Lors d’une visite d’école dans le 17e arrondissement, le maire a révélé qu'« à date, le nombre de suspensions s’élève à 132 depuis le 1er janvier, dont 52 pour suspicion de violences sexuelles ou sexistes. Toutes ces suspensions engendrent des enquêtes administratives et des saisines du parquet ».
Pour faire face à cette crise, le maire a également lancé une « commission d’enquête indépendante » dirigée par l’ancien juge des enfants Antoine Garapon. « Cette commission aura carte blanche pour faire des préconisations et analyser tout ce qu’il s’est passé », a précisé Emmanuel Grégoire.
Une priorité absolue
« C’est un garant de compétence, d’indépendance et d’autorité morale », a souligné Emmanuel Grégoire, qui a fait du périscolaire une « priorité absolue » de son mandat. En avril, il a annoncé un plan d’action de 20 millions d’euros, promettant une « tolérance zéro » en cas de suspicion, accompagné d’un audit « indépendant ».

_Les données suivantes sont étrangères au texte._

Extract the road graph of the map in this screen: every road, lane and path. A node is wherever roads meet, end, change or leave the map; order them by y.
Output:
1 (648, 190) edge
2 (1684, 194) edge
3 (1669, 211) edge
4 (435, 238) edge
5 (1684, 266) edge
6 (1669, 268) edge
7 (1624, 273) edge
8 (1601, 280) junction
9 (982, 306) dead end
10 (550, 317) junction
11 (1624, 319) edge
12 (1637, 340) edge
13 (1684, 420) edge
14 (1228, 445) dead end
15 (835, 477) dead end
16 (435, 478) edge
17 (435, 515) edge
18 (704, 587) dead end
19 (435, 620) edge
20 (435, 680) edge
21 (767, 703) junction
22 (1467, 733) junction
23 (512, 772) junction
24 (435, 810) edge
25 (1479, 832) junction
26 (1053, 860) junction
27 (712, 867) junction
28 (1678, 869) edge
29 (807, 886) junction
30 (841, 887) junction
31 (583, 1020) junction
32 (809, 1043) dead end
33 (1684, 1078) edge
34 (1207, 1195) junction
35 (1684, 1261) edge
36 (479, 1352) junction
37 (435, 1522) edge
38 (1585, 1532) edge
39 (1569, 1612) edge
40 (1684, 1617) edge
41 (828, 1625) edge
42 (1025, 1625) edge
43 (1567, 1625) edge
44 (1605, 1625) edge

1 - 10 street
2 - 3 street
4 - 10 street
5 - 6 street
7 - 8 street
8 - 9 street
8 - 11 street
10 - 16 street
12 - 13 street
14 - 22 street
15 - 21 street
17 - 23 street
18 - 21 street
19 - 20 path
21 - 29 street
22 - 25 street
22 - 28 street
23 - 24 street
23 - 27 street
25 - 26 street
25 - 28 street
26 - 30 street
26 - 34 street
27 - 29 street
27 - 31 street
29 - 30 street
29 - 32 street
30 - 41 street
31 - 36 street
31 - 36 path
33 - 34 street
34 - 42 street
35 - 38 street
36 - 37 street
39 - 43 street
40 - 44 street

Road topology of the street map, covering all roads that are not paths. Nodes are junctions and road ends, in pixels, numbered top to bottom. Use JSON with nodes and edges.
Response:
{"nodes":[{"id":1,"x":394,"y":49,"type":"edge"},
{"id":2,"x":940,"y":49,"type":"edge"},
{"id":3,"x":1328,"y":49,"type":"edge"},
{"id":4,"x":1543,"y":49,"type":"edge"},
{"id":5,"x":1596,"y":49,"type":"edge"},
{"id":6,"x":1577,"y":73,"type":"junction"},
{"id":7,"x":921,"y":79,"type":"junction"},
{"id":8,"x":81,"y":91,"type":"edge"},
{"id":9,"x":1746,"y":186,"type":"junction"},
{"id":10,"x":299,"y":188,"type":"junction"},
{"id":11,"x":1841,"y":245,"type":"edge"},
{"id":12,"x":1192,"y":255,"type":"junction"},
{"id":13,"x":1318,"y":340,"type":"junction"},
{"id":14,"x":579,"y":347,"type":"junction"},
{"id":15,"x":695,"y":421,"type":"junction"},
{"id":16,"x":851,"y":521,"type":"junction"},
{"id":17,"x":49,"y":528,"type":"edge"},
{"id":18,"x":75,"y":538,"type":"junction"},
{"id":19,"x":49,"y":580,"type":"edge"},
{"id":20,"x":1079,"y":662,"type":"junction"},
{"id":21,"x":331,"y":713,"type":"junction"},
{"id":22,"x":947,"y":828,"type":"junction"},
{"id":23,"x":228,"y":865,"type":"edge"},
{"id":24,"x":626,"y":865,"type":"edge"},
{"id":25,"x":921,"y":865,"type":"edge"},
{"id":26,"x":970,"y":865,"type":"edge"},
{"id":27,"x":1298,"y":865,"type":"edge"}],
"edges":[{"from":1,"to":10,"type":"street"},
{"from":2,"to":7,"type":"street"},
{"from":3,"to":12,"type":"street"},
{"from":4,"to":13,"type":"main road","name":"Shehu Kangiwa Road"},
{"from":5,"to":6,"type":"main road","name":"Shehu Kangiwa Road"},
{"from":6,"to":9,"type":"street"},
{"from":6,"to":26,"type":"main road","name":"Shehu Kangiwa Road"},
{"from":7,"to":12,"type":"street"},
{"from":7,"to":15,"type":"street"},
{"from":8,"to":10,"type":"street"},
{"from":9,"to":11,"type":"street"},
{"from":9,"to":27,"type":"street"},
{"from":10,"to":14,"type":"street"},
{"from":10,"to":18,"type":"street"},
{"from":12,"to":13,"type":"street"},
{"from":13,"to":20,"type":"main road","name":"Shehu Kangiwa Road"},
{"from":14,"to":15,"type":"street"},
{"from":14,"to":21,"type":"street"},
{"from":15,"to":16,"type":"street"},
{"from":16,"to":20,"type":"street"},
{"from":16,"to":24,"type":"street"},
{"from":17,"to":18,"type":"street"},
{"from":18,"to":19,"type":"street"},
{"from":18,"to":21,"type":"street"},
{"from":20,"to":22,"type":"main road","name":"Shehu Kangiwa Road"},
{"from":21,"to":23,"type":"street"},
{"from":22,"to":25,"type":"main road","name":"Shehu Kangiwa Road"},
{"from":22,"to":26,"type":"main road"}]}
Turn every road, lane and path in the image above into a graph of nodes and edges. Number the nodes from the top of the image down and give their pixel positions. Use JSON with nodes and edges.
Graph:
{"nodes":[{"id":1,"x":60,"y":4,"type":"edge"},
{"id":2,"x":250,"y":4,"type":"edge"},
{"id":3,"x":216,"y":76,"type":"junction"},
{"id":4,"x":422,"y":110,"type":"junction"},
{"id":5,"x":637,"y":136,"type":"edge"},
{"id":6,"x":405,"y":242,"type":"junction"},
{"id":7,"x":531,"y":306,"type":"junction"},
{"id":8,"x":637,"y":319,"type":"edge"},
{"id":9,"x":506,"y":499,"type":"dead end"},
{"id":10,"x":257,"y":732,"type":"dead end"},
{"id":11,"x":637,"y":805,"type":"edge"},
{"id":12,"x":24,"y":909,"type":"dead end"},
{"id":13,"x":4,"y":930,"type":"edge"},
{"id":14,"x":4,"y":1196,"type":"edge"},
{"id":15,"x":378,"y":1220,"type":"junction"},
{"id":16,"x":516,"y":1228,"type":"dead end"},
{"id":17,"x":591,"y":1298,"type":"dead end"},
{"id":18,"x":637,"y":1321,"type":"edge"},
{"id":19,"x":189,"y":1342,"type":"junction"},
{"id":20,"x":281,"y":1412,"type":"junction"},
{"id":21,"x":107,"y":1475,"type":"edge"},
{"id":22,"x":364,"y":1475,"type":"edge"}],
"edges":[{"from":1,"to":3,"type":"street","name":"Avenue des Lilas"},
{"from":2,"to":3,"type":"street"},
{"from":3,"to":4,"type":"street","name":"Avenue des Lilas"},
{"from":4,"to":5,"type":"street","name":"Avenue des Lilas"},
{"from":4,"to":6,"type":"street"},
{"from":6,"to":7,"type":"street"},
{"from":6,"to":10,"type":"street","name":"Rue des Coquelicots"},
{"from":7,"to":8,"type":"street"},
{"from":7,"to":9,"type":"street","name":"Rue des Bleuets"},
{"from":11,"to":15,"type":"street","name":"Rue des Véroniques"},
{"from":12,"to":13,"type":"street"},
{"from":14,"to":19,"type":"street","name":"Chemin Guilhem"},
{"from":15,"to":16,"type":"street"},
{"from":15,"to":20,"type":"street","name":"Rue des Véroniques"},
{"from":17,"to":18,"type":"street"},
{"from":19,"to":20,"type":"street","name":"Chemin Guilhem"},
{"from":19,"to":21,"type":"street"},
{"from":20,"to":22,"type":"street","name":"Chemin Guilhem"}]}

Une « convention citoyenne sur la protection et les temps de l’enfant » doit remettre ses conclusions d’ici fin juin, mettant davantage l’accent sur la nécessité de renforcer la sécurité des enfants dans les activités périscolaires. Des acteurs de l’éducation et des experts soulignent l'importance de telles mesures pour éviter que des incidents similaires ne se reproduisent dans le futur.